__Your goal__: From the data below, copy each line that includes the word "road".
[Opening Given data section]
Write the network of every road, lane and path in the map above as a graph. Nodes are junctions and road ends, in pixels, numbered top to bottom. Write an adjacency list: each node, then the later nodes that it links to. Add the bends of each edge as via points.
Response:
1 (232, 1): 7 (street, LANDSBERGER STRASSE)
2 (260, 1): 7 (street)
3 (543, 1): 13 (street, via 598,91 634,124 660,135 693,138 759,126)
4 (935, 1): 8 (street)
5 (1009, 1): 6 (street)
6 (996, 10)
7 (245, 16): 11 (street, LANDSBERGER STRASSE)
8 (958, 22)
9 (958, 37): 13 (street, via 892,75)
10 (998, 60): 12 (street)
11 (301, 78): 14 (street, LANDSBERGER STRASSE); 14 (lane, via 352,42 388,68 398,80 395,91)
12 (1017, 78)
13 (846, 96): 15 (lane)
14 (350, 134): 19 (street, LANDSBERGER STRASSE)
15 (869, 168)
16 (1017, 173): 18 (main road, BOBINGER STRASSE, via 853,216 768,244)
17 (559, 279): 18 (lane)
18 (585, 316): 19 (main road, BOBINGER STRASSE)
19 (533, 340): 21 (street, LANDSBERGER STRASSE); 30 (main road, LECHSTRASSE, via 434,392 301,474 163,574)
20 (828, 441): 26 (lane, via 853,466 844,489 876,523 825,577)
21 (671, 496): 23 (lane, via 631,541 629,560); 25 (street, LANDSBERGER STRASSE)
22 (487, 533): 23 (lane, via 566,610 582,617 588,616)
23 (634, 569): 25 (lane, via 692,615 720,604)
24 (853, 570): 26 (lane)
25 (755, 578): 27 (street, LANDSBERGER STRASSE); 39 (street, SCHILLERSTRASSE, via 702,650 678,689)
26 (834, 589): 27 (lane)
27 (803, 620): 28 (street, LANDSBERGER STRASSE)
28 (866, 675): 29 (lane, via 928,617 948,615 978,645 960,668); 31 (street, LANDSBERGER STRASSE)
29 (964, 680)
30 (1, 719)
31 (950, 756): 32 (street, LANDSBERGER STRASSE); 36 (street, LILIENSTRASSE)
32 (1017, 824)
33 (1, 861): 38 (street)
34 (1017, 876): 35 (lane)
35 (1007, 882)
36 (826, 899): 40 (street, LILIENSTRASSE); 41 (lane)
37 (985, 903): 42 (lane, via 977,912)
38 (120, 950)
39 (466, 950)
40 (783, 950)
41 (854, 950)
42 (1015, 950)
[Closing Given data section]
__Expected answer__:
Write the network of every road, lane and path in the map above as a graph. Nodes are junctions and road ends, in pixels, numbered top to bottom. Write an adjacency list: each node, then the later nodes that it links to. Add the bends of each edge as via points.
16 (1017, 173): 18 (main road, BOBINGER STRASSE, via 853,216 768,244)
18 (585, 316): 19 (main road, BOBINGER STRASSE)
19 (533, 340): 21 (street, LANDSBERGER STRASSE); 30 (main road, LECHSTRASSE, via 434,392 301,474 163,574)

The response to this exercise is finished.